AS A RECUPERATIVE move, I had planned to spend the day in bed with a book. But on the return ride home with my soups and juices; teas and fruits and other easy-to-prepare sustenance, I heard the news of J.D. Salinger’s passing. 91-years-old. Still it struck me as a surprise. Even though there hadn’t been much of anything — even a hint of anything– for decades. He was just *there* in that comforting back-space. We’d all become used to that silence interrupted with only the periodic hoax or scandal (eg. Joyce Maynard). I guess for that reason, my memories of reading Salinger feel protected — like a plastic library cover on sheilding an old favorite book. I immediately came home and pulled out my hardcover copy of “Nine Stories” and went for “A Perfect Day for Bananafish” to fish out a sentence to post among my friends’ quotable memories of Holden Caulfield in Catcher in the Rye. That book fell into my hands while I was very young.
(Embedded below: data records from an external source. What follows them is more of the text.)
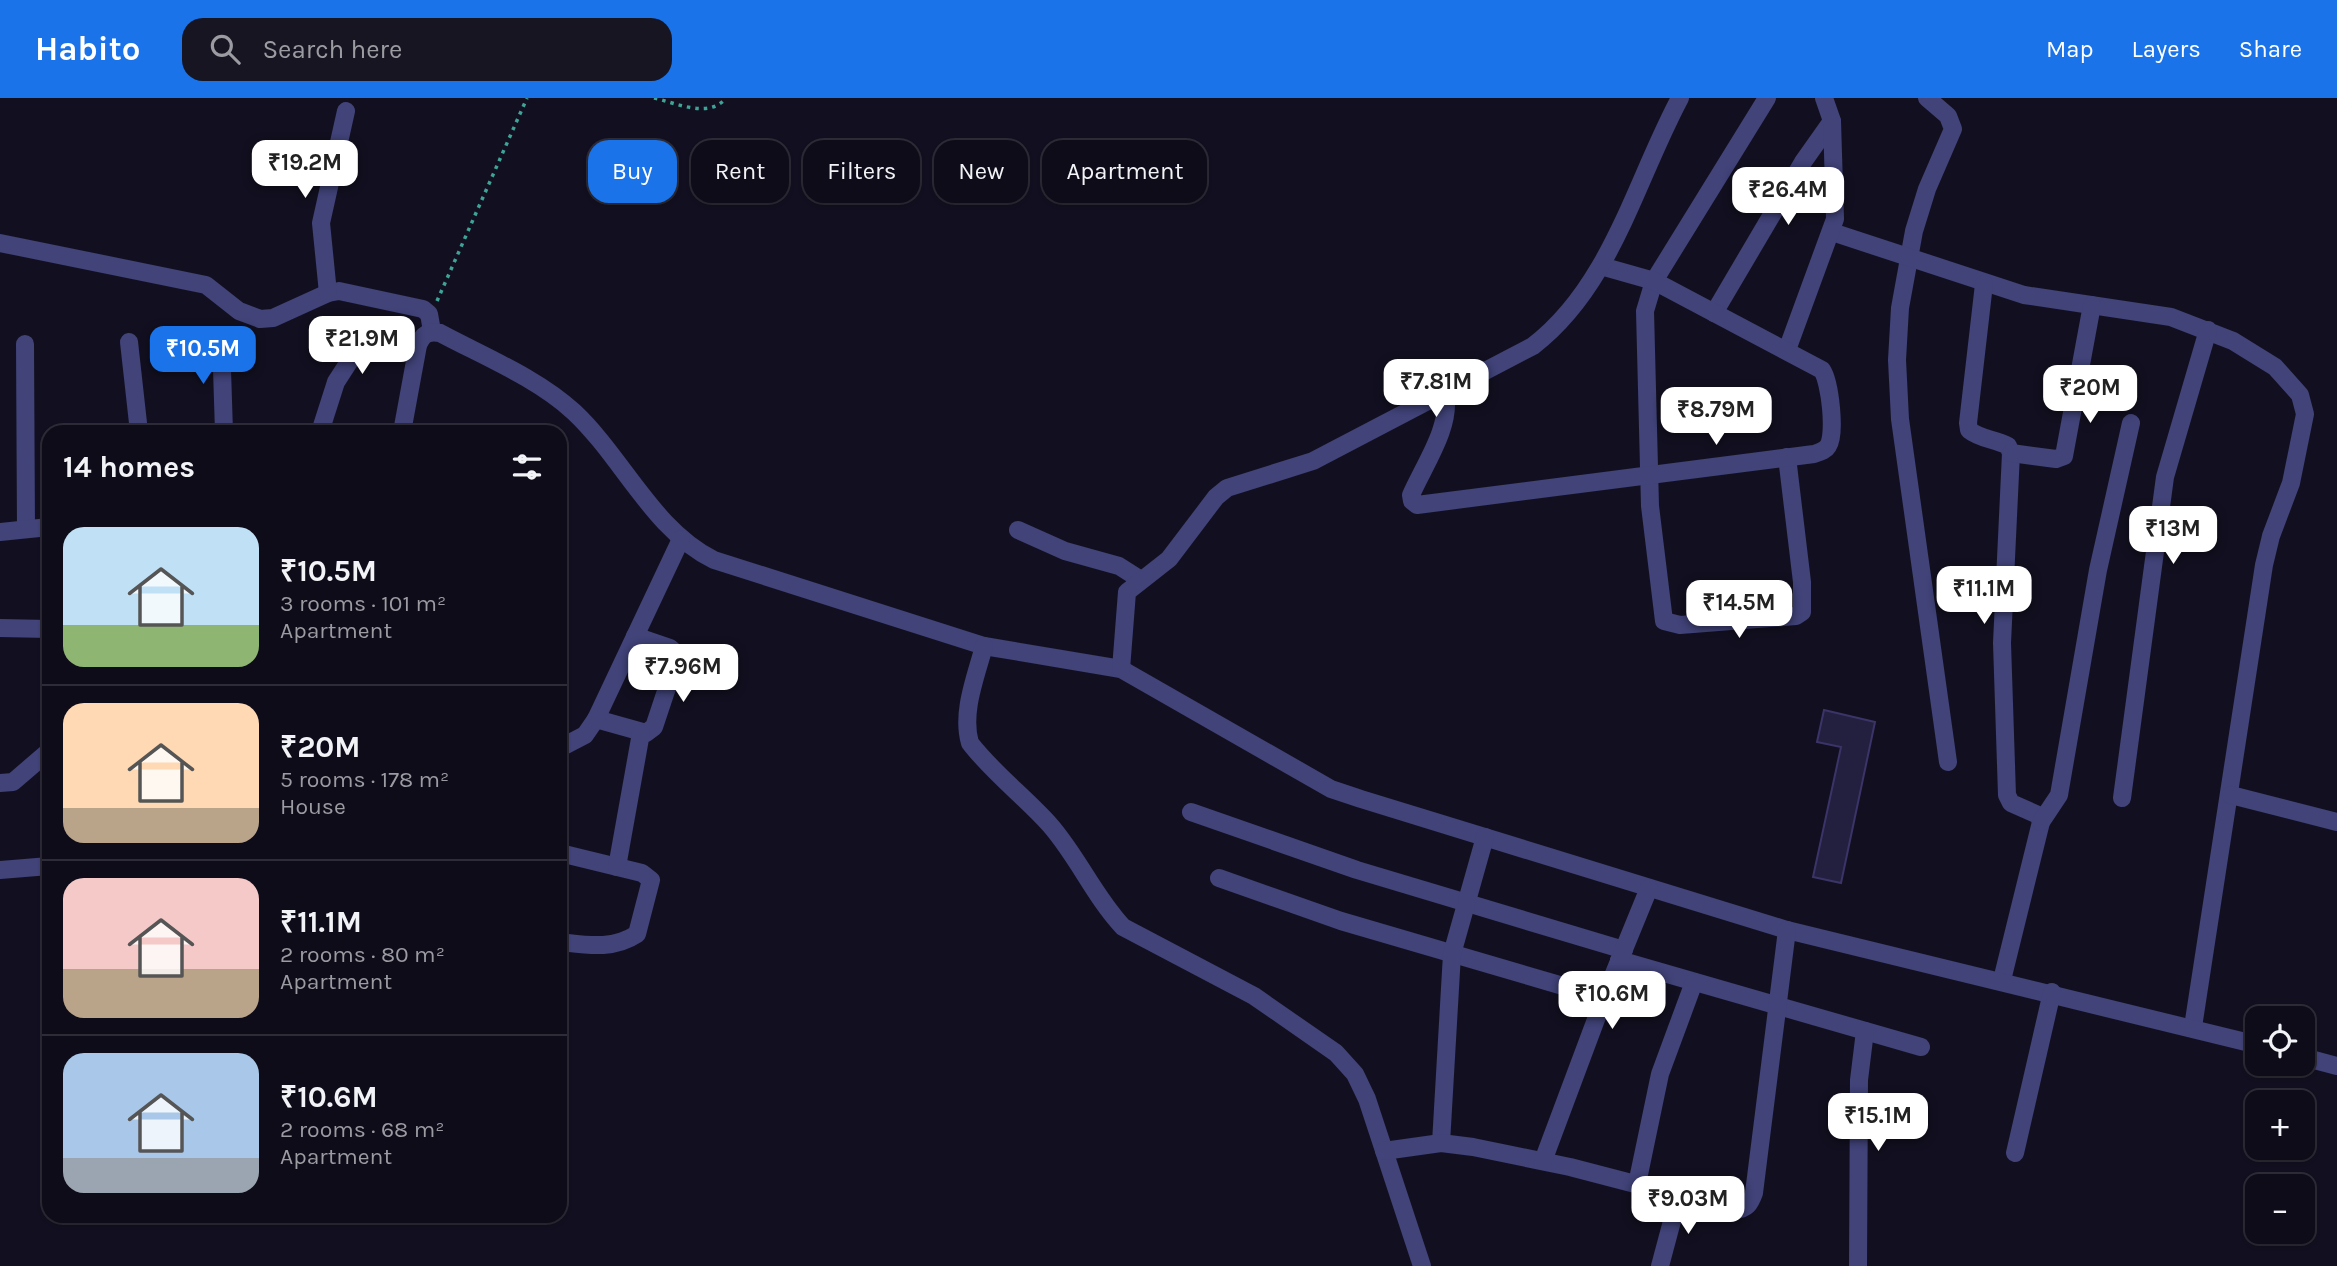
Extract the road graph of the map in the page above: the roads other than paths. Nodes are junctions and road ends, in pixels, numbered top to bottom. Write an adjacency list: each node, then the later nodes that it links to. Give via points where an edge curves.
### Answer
1 (1680, 98): 10 (street)
2 (1767, 98): 11 (street)
3 (1824, 98): 6 (street)
4 (1927, 98): 9 (street, via 1948,116 1954,129 1927,189)
5 (346, 111): 13 (street, via 321,223)
6 (1832, 121): 7 (street); 15 (street)
7 (1832, 232): 9 (street); 22 (street)
8 (0, 243): 13 (street, via 206,285 239,311 260,319 273,318)
9 (1908, 258): 12 (street); 47 (street, via 1897,360 1900,419)
10 (1601, 265): 11 (street); 23 (street, via 1559,326 1533,346)
11 (1654, 281): 15 (street); 31 (street, via 1643,325)
12 (1984, 284): 14 (street); 29 (street, via 1969,430 2008,446)
13 (328, 293): 16 (street, via 358,293 415,305)
14 (2092, 305): 17 (street, via 2171,317); 29 (street, via 2064,456)
15 (1714, 313): 22 (street)
16 (430, 323): 21 (street); 36 (street, via 440,333 547,391 575,413)
17 (2208, 330): 49 (street, via 2275,367 2300,395 2305,414 2291,483 2264,565); 50 (street, via 2165,477)
18 (221, 338): 26 (street)
19 (129, 342): 25 (street)
20 (25, 344): 33 (street)
21 (418, 345): 27 (street, via 373,333 362,339 336,382); 28 (street)
22 (1787, 350): 30 (street, via 1827,377 1832,437 1824,451)
23 (1445, 393): 31 (street, via 1444,421 1411,495 1417,505); 37 (street, via 1313,461 1227,488 1169,559)
24 (2131, 423): 52 (street, via 2111,503 2059,795)
25 (138, 425)
26 (224, 425)
27 (322, 425)
28 (403, 425)
29 (2011, 453): 52 (street, via 2002,643 2007,795 2011,803 2038,815)
30 (1787, 457): 31 (street); 31 (street, via 1804,606 1796,616 1679,625 1664,621)
31 (1650, 476)
32 (42, 528): 33 (street)
33 (26, 529): 35 (street)
34 (1018, 530): 37 (street, via 1065,551 1119,566)
35 (0, 532)
36 (681, 539): 40 (street); 41 (street, via 714,560)
37 (1141, 580): 42 (street, via 1125,600)
38 (0, 628): 39 (street)
39 (42, 629)
40 (635, 636): 43 (street); 44 (street, via 678,655 654,727)
41 (985, 646): 42 (street); 78 (street, via 966,729 980,756 1051,826 1123,927 1254,996 1336,1053 1355,1074)
42 (1121, 669): 54 (street, via 1331,789)
43 (596, 719): 44 (street); 45 (street, via 585,735)
44 (641, 733): 57 (street)
45 (567, 744)
46 (42, 757): 48 (street, via 13,782)
47 (1948, 762)
48 (0, 783)
49 (2231, 795): 53 (street); 71 (street)
50 (2122, 798)
51 (1191, 812): 61 (street)
52 (2041, 822): 66 (street)
53 (2337, 822)
54 (1485, 837): 60 (street); 61 (street)
55 (567, 855): 57 (street)
56 (42, 867): 58 (street)
57 (617, 867): 63 (street, via 651,880 637,934 606,945)
58 (0, 870)
59 (1220, 878): 64 (street)
60 (1650, 888): 62 (street); 65 (street)
61 (1469, 903): 64 (street); 65 (street)
62 (1787, 930): 66 (street); 70 (street)
63 (567, 942)
64 (1452, 954): 69 (street); 77 (street)
65 (1621, 955): 67 (street); 69 (street)
66 (2002, 980): 68 (street)
67 (1695, 982): 70 (street); 81 (street, via 1660,1074)
68 (2052, 992): 71 (street); 79 (street)
69 (1604, 998): 80 (street)
70 (1777, 1007): 72 (street); 82 (street, via 1750,1204 1735,1210)
71 (2193, 1027): 73 (street)
72 (1864, 1031): 74 (street); 85 (street, via 1859,1080)
73 (2245, 1041)
74 (1921, 1047)
75 (2315, 1060): 76 (street)
76 (2337, 1066)
77 (1441, 1143): 78 (street); 80 (street)
78 (1384, 1151): 83 (street)
79 (2015, 1153)
80 (1543, 1161): 81 (street)
81 (1637, 1184): 82 (street)
82 (1679, 1195): 84 (street)
83 (1422, 1266)
84 (1660, 1266)
85 (1858, 1266)

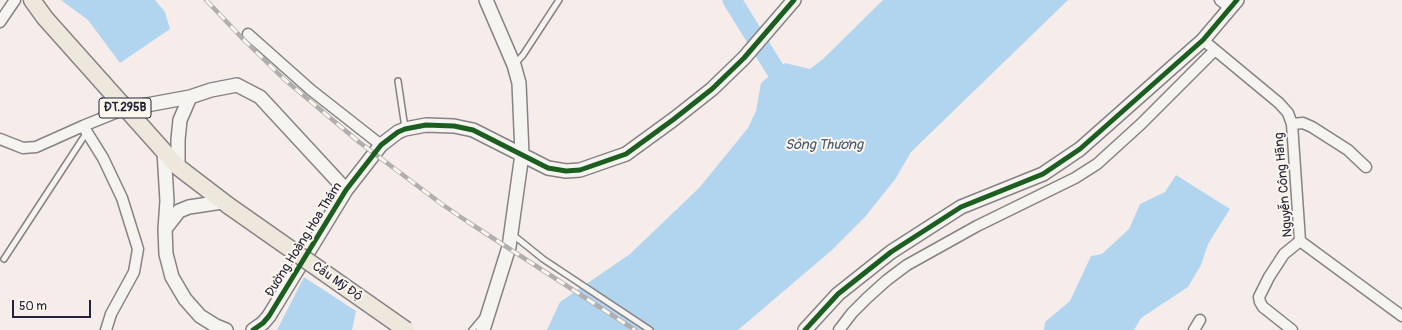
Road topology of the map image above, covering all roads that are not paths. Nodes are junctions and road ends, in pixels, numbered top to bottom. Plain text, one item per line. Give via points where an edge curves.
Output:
1 (15, 0) edge
2 (32, 0) edge
3 (486, 0) edge
4 (559, 0) edge
5 (794, 0) edge
6 (1220, 0) edge
7 (1234, 4) edge
8 (0, 22) edge
9 (248, 34) dead end
10 (1203, 40) junction
11 (1215, 50) junction
12 (514, 65) junction
13 (398, 81) dead end
14 (190, 97) junction
15 (125, 109) junction
16 (1292, 124) junction
17 (85, 129) junction
18 (406, 129) junction
19 (0, 139) edge
20 (381, 146) junction
21 (164, 151) junction
22 (522, 154) junction
23 (178, 167) junction
24 (1366, 167) dead end
25 (346, 190) junction
26 (225, 204) junction
27 (165, 229) junction
28 (512, 234) junction
29 (1300, 241) junction
30 (4, 258) dead end
31 (491, 308) junction
32 (1402, 316) edge
33 (1200, 320) dead end
34 (106, 330) edge
35 (226, 330) edge
36 (253, 330) edge
37 (406, 330) edge
38 (472, 330) edge
39 (484, 330) edge
40 (650, 330) edge
41 (804, 330) edge
42 (839, 330) edge
43 (1194, 330) edge
44 (1292, 330) edge

1 - 8 street
2 - 15 main road, ĐT.295B
3 - 12 street
4 - 12 lane
5 - 22 street, Đường Hoàng Hoa Thám via 744,58 712,89 626,154 580,170 566,171 548,168
6 - 7 street
7 - 10 street
9 - 20 street via 311,90
10 - 11 street, Nguyễn Công Hãng
10 - 41 street via 1080,149 1043,174 961,207 897,248 838,294
11 - 16 street, Nguyễn Công Hãng via 1279,103 1288,113
11 - 42 street via 1097,164 1075,178 977,226 907,265 867,298
12 - 22 street via 519,83
13 - 18 lane
14 - 15 street, Đường Hoàng Hoa Thám
14 - 23 street via 180,120
14 - 25 street, Đường Hoàng Hoa Thám via 237,85 260,97
15 - 17 street
15 - 21 main road, ĐT.295B
16 - 24 street via 1303,123 1312,126 1348,150
16 - 29 street, Nguyễn Công Hãng
17 - 19 street via 36,148 23,148
17 - 30 lane
17 - 34 street via 122,198 138,249 134,272 111,314
18 - 20 street, Đường Hoàng Hoa Thám via 390,137
18 - 22 street, Đường Hoàng Hoa Thám via 426,125 473,130
20 - 25 street, Đường Hoàng Hoa Thám
21 - 23 main road, ĐT.295B
21 - 27 street via 167,201
22 - 28 street
23 - 26 main road, ĐT.295B
25 - 36 street, Đường Hoàng Hoa Thám via 269,316 263,324
26 - 27 street via 189,207 179,211
26 - 37 main road, Cầu Mỹ Độ / ĐT.295B, bridge
27 - 35 street via 166,254 172,277 185,299 200,316
28 - 31 street
28 - 40 lane via 543,259
29 - 32 street, Nguyễn Công Hãng
29 - 44 street via 1284,254 1259,297 1263,307
31 - 38 lane
31 - 39 street
33 - 43 street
My mother the English teacher had, of course, multiple copies on the shelf at home. I loved Holden’s voice. The words, “lousy,” “crummy,” “crap,” and “phony” are ones that I will forever associate with the experience of knocking around in Holden’s fed-up, impatient head. I later re-encountered the book in ninth grade. I had an English teacher who frequently lost control of his classroom — I think that was where I began to really understand the definition of pandemonium. So for much the entire school year, I sat in the back of that class on a broken sofa reading, among other transgressive things, Rolling Stone and Lou Reed LP lyric sheets and Salinger — in a way that chaos a perfect backdrop. Franny and Zooey came next, Nine Stories after that. And it was the latter, that stayed with me, Mrs. Glass putting lacquer on her nails. “See More Glass” charming the little girl by the sea shore before putting certain punctuation on a ragged, uncertain trajectory. Perfect-pitch dialogue, tone, tension. Salinger observed small details that spoke across the chasm of time, generation, gender etc. I’d been saving Raise High the Roof Beam, Carpenters & Seymour an Introduction for reasons/habit too complicated to go into here — and now that even makes it harder to do so…RIP J.D. Thanks for the look into your personal weather.

San Patricios

THIS was my little history lesson for 2009/beginning of 2010. New project due out March 9th highlighting the hidden history of the San Patricios. This project had been living inside of Chieftains leader, Paddy Moloney’s head for decades. Moloney calls it a “tone poem.” And it is a mix of sounds, language, genres, cultures and the stories of a band of Irish soldiers who fled the potato famine only to find themselves conscripted in the U.S. Army fighting Mexico. Something about the war felt unpleasantly familiar: “the neighbor that never went home,” as Moloney says in the interview I conducted with him last month. Many of the men desereted, some swam across the Rio Grande and joined the Mexican Army. This album is their story. You’ll find the rest here.

"The Wet Stuff"

WOKE UP THIS morning to find a police cruiser and a news van parked at the end of the block. Even by big city standards of expected activity, that sort of thing raises the hair at the back of the neck. Considering I’m so close to the foothills, I first thought, “Well, it’s gotta be the rain.” All those weather people gushing on and on about “the wet stuff.” Later, received a phone call from the PD that relayed information that there had been an abduction one street away from me. Jeesh. I lived in E.P. for more than a decade and, well, nothing quite like that for whatever its worth.
Block’s quiet now. It’s rained and thundered and lightning was featured against the sky for most of the day — a big silver scribble. The foothills are in trouble above. That gives us all pause, sadly, though, we need this rain. And more. As night falls — calm. Sliver of moon discernible in the sky.